• WHAT TO WORK ON:
Once the records have been read, set every one down as it stands.

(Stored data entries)
+++++

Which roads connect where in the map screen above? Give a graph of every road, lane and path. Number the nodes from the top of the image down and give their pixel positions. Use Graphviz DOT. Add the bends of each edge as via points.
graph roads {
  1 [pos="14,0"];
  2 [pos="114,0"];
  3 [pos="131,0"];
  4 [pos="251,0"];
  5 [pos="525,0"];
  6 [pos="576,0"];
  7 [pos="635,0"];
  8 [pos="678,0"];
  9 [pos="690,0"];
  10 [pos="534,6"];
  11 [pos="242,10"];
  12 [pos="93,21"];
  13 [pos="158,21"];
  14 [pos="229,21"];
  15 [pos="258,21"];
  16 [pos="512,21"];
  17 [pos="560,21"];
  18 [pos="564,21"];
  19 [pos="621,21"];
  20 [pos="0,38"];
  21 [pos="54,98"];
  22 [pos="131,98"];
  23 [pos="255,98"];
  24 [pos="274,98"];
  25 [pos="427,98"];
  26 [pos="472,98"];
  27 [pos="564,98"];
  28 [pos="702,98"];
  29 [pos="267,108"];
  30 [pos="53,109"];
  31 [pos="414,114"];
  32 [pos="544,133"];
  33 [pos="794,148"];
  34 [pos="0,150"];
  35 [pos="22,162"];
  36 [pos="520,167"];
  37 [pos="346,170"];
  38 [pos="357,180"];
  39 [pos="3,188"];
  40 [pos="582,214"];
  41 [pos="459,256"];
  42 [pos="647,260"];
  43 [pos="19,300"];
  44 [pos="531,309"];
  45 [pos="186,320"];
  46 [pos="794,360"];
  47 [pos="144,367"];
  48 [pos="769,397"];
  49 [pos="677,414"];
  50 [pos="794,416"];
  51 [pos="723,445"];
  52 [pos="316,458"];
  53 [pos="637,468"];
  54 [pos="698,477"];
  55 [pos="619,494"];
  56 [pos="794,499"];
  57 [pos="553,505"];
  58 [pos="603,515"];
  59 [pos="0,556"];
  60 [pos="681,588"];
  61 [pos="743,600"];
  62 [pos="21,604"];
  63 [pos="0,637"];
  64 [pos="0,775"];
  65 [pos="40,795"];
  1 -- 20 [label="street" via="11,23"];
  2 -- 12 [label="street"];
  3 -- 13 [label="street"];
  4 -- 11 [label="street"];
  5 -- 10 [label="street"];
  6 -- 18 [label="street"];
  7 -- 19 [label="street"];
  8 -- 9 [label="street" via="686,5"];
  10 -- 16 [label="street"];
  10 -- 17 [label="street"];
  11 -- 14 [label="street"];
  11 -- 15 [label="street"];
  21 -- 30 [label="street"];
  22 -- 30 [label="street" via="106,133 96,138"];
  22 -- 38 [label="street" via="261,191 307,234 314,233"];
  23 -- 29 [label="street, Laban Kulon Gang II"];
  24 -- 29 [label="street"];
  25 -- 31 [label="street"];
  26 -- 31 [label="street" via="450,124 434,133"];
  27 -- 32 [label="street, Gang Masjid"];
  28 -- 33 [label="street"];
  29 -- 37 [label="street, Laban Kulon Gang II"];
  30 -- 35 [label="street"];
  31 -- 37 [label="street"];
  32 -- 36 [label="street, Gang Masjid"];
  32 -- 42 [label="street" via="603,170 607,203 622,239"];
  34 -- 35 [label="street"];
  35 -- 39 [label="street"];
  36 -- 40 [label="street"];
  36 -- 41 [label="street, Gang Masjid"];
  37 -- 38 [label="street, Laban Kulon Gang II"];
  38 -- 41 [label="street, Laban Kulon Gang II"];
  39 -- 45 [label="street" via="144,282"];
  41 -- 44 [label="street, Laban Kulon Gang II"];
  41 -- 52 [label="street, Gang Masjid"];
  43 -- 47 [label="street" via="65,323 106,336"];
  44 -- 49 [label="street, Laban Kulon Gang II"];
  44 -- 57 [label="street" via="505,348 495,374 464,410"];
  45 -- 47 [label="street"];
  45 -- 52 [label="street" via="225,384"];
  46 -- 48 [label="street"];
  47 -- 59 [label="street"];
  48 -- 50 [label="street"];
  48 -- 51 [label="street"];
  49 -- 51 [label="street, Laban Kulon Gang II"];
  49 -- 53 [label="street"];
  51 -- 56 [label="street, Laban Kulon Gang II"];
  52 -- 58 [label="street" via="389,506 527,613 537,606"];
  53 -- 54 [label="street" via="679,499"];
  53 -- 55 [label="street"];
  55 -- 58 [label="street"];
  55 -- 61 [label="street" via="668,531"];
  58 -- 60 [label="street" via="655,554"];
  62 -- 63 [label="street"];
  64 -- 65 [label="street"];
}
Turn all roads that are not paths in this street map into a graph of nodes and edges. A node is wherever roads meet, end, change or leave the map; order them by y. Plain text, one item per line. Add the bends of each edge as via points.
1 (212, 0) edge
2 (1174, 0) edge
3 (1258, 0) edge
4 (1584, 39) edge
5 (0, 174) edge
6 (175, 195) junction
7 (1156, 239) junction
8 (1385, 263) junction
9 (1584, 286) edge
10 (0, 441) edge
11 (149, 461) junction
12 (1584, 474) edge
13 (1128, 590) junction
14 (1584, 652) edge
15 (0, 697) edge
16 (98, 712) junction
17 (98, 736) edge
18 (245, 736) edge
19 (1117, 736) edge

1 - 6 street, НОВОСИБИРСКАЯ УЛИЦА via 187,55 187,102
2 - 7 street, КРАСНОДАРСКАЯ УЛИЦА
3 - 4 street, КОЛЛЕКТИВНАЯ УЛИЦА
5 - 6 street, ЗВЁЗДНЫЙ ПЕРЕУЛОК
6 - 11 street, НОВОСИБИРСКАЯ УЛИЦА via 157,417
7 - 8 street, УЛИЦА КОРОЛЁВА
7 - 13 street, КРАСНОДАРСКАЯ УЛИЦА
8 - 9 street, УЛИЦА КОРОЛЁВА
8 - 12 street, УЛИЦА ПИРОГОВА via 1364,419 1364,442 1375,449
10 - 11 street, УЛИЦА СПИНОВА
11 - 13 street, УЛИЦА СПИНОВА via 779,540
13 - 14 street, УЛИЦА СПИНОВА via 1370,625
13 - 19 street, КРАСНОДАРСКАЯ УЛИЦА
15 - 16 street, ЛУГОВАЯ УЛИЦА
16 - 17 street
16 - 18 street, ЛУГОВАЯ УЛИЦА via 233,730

+++++

• EXPECTED ANSWER:
Which roads connect where in the map screen above? Give a graph of every road, lane and path. Number the nodes from the top of the image down and give their pixel positions. Use Graphviz DOT. Add the bends of each edge as via points.
graph roads {
  1 [pos="14,0"];
  2 [pos="114,0"];
  3 [pos="131,0"];
  4 [pos="251,0"];
  5 [pos="525,0"];
  6 [pos="576,0"];
  7 [pos="635,0"];
  8 [pos="678,0"];
  9 [pos="690,0"];
  10 [pos="534,6"];
  11 [pos="242,10"];
  12 [pos="93,21"];
  13 [pos="158,21"];
  14 [pos="229,21"];
  15 [pos="258,21"];
  16 [pos="512,21"];
  17 [pos="560,21"];
  18 [pos="564,21"];
  19 [pos="621,21"];
  20 [pos="0,38"];
  21 [pos="54,98"];
  22 [pos="131,98"];
  23 [pos="255,98"];
  24 [pos="274,98"];
  25 [pos="427,98"];
  26 [pos="472,98"];
  27 [pos="564,98"];
  28 [pos="702,98"];
  29 [pos="267,108"];
  30 [pos="53,109"];
  31 [pos="414,114"];
  32 [pos="544,133"];
  33 [pos="794,148"];
  34 [pos="0,150"];
  35 [pos="22,162"];
  36 [pos="520,167"];
  37 [pos="346,170"];
  38 [pos="357,180"];
  39 [pos="3,188"];
  40 [pos="582,214"];
  41 [pos="459,256"];
  42 [pos="647,260"];
  43 [pos="19,300"];
  44 [pos="531,309"];
  45 [pos="186,320"];
  46 [pos="794,360"];
  47 [pos="144,367"];
  48 [pos="769,397"];
  49 [pos="677,414"];
  50 [pos="794,416"];
  51 [pos="723,445"];
  52 [pos="316,458"];
  53 [pos="637,468"];
  54 [pos="698,477"];
  55 [pos="619,494"];
  56 [pos="794,499"];
  57 [pos="553,505"];
  58 [pos="603,515"];
  59 [pos="0,556"];
  60 [pos="681,588"];
  61 [pos="743,600"];
  62 [pos="21,604"];
  63 [pos="0,637"];
  64 [pos="0,775"];
  65 [pos="40,795"];
  1 -- 20 [label="street" via="11,23"];
  2 -- 12 [label="street"];
  3 -- 13 [label="street"];
  4 -- 11 [label="street"];
  5 -- 10 [label="street"];
  6 -- 18 [label="street"];
  7 -- 19 [label="street"];
  8 -- 9 [label="street" via="686,5"];
  10 -- 16 [label="street"];
  10 -- 17 [label="street"];
  11 -- 14 [label="street"];
  11 -- 15 [label="street"];
  21 -- 30 [label="street"];
  22 -- 30 [label="street" via="106,133 96,138"];
  22 -- 38 [label="street" via="261,191 307,234 314,233"];
  23 -- 29 [label="street, Laban Kulon Gang II"];
  24 -- 29 [label="street"];
  25 -- 31 [label="street"];
  26 -- 31 [label="street" via="450,124 434,133"];
  27 -- 32 [label="street, Gang Masjid"];
  28 -- 33 [label="street"];
  29 -- 37 [label="street, Laban Kulon Gang II"];
  30 -- 35 [label="street"];
  31 -- 37 [label="street"];
  32 -- 36 [label="street, Gang Masjid"];
  32 -- 42 [label="street" via="603,170 607,203 622,239"];
  34 -- 35 [label="street"];
  35 -- 39 [label="street"];
  36 -- 40 [label="street"];
  36 -- 41 [label="street, Gang Masjid"];
  37 -- 38 [label="street, Laban Kulon Gang II"];
  38 -- 41 [label="street, Laban Kulon Gang II"];
  39 -- 45 [label="street" via="144,282"];
  41 -- 44 [label="street, Laban Kulon Gang II"];
  41 -- 52 [label="street, Gang Masjid"];
  43 -- 47 [label="street" via="65,323 106,336"];
  44 -- 49 [label="street, Laban Kulon Gang II"];
  44 -- 57 [label="street" via="505,348 495,374 464,410"];
  45 -- 47 [label="street"];
  45 -- 52 [label="street" via="225,384"];
  46 -- 48 [label="street"];
  47 -- 59 [label="street"];
  48 -- 50 [label="street"];
  48 -- 51 [label="street"];
  49 -- 51 [label="street, Laban Kulon Gang II"];
  49 -- 53 [label="street"];
  51 -- 56 [label="street, Laban Kulon Gang II"];
  52 -- 58 [label="street" via="389,506 527,613 537,606"];
  53 -- 54 [label="street" via="679,499"];
  53 -- 55 [label="street"];
  55 -- 58 [label="street"];
  55 -- 61 [label="street" via="668,531"];
  58 -- 60 [label="street" via="655,554"];
  62 -- 63 [label="street"];
  64 -- 65 [label="street"];
}
Turn all roads that are not paths in this street map into a graph of nodes and edges. A node is wherever roads meet, end, change or leave the map; order them by y. Plain text, one item per line. Add the bends of each edge as via points.
1 (212, 0) edge
2 (1174, 0) edge
3 (1258, 0) edge
4 (1584, 39) edge
5 (0, 174) edge
6 (175, 195) junction
7 (1156, 239) junction
8 (1385, 263) junction
9 (1584, 286) edge
10 (0, 441) edge
11 (149, 461) junction
12 (1584, 474) edge
13 (1128, 590) junction
14 (1584, 652) edge
15 (0, 697) edge
16 (98, 712) junction
17 (98, 736) edge
18 (245, 736) edge
19 (1117, 736) edge

1 - 6 street, НОВОСИБИРСКАЯ УЛИЦА via 187,55 187,102
2 - 7 street, КРАСНОДАРСКАЯ УЛИЦА
3 - 4 street, КОЛЛЕКТИВНАЯ УЛИЦА
5 - 6 street, ЗВЁЗДНЫЙ ПЕРЕУЛОК
6 - 11 street, НОВОСИБИРСКАЯ УЛИЦА via 157,417
7 - 8 street, УЛИЦА КОРОЛЁВА
7 - 13 street, КРАСНОДАРСКАЯ УЛИЦА
8 - 9 street, УЛИЦА КОРОЛЁВА
8 - 12 street, УЛИЦА ПИРОГОВА via 1364,419 1364,442 1375,449
10 - 11 street, УЛИЦА СПИНОВА
11 - 13 street, УЛИЦА СПИНОВА via 779,540
13 - 14 street, УЛИЦА СПИНОВА via 1370,625
13 - 19 street, КРАСНОДАРСКАЯ УЛИЦА
15 - 16 street, ЛУГОВАЯ УЛИЦА
16 - 17 street
16 - 18 street, ЛУГОВАЯ УЛИЦА via 233,730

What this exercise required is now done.